The advantage of the CZT over the FFT can be clearly seen from the comparison shown in Figure 3. In this plot, the distance measurement accuracy of an FMCW radar after performing the FFT versus the CZT (i.e., the first and second step of the abovementioned algorithm, respectively) is shown. The sawtooth pattern observed in the FFT distance measurement error can be explained in the following manner. If the target distance measured by an FMCW radar is such that the corresponding IF frequency ($f_{\mathrm{IF}}$) is an exact multiple of the FFT bin width (i.e., the $f_{\mathrm{IF}}$ coincides with one of the discrete spectral lines of the FFT spectrum), then the radar is able to determine the $f_{\mathrm{IF}}$ value with 100% accuracy and the distance measurement error is zero in this case. As the target distance changes and the corresponding $f_{\mathrm{IF}}$ does not coincide with any of the discrete spectral lines of the FFT spectrum (i.e., $f_{\mathrm{IF}}$ is not an integral multiple of the FFT bin width), it leads to an error in estimating the $f_{\mathrm{IF}}$ and hence the target distance. In this case, the smallest IF frequency, which can be resolved by the FFT is given by $\Delta f_{\mathrm{IF}}=F_{\mathrm{s}}/N=3.9 \mathrm{kHz}$ (${\mathrm{F}}_{\mathrm{s}}=$ 2 MHz, $\mathrm{N}=$ 512). The FMCW radar parameters used in this case were: $\mathrm{B}=$ 5 GHz and ${\mathrm{T}}_{\mathrm{sweep}}=$ 256 μs. On substituting the $\Delta f_{\mathrm{IF}}$ and the radar parameters in Equation (1), a target distance of 30 mm was obtained, which is the same as the period of the FFT curve seen in Figure 3. Moreover, the FFT distance measurement error observed in Figure 3 varies between ±15 mm. The same principle applies to the CZT as well. The CZT bin width was several orders of magnitude smaller than the FFT and therefore the CZT distance measurement error was nearly 15 times lower than the FFT distance measurement error.

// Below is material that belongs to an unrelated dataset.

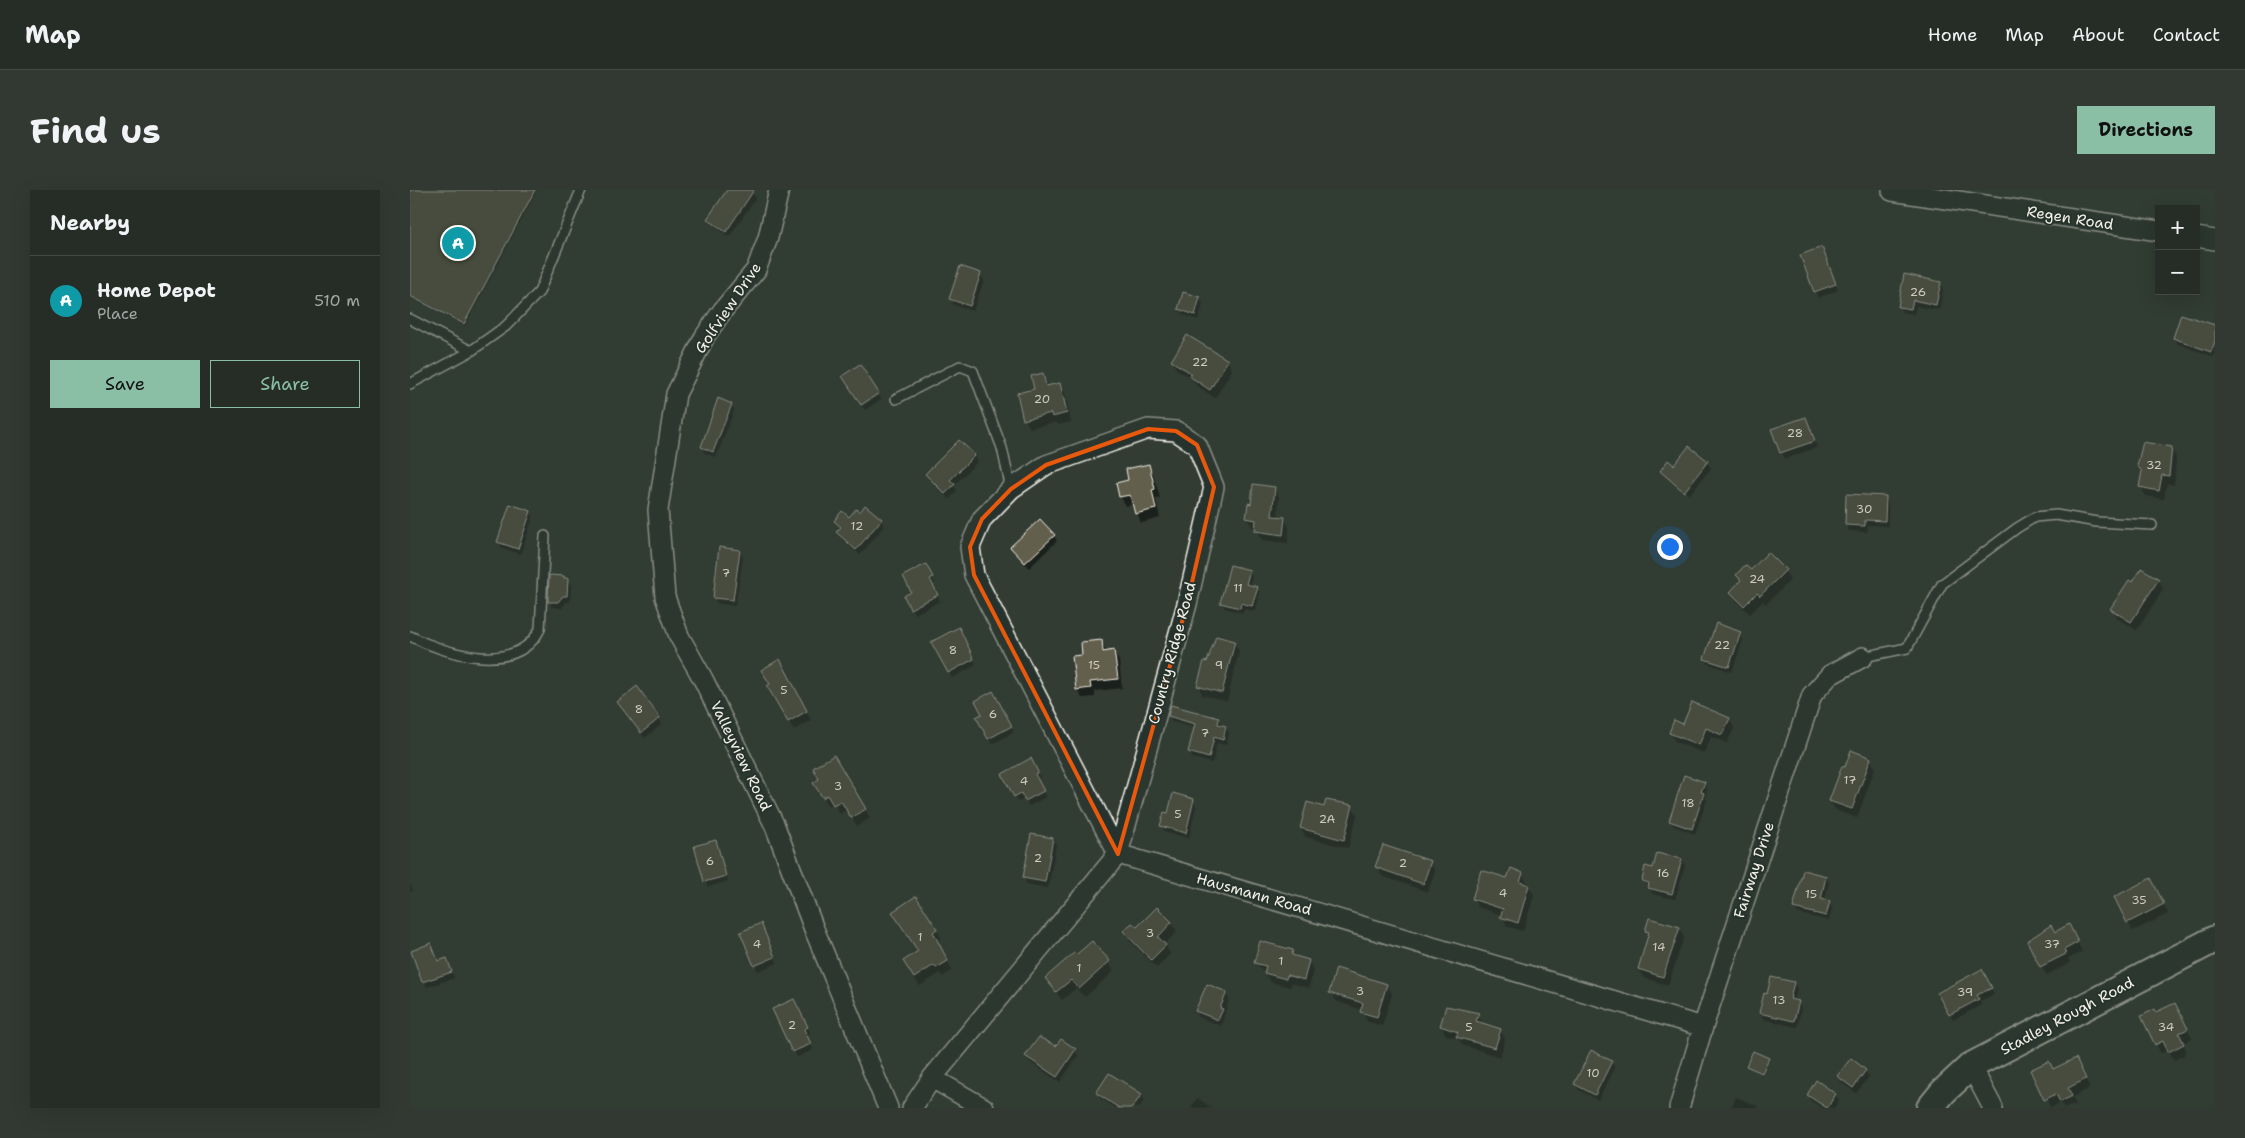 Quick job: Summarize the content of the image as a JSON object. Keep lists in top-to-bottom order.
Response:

2.2.2. Phase-Estimation Algorithm

The importance of phase estimation in enhancing the distance measurement accuracy of an FMCW radar can be understood from the following example. In this example, a 60 GHz FMCW radar with the following parameters was taken into consideration: $B=$ 5 GHz and $T_{\mathrm{sweep}}=$ 256 μs. If the distance of a target changes by a small amount of $\Delta R=$ 100 μm, the corresponding change in the IF frequency was calculated as $\Delta f_{\mathrm{IF}}=$ 13 Hz (using Equation (1)). If the IF frequency is estimated using the FFT alone ($F_{\mathrm{s}}=$ 2 MHz, $N=$ 512), then the FFT bin width ($F_{\mathrm{s}}/N=$ 3.9 kHz) is insufficient to resolve such a small change in the IF frequency. Subsequently, if the CZT ($M=512$) is used as described in step 2 of the frequency-estimation algorithm in Section 2.2.1, the CZT bin width is calculated as $\left(f_{\mathrm{upper}\_\mathrm{CZT}}-f_{\mathrm{lower}\_\mathrm{CZT}}\right)/M=2F_{\mathrm{s}}/NM=$ 15.2 Hz, which is again higher than the desired $\Delta f_{\mathrm{IF}}$. Hence, at least two CZT iterations are necessary in this case. Moreover, the time interval associated with the $\Delta f_{\mathrm{IF}}$ value is approximately $0.003T_{\mathrm{sweep}}=$ 768 ns. On the other hand, the phase change associated with $\Delta R$ is calculated using Equation (11).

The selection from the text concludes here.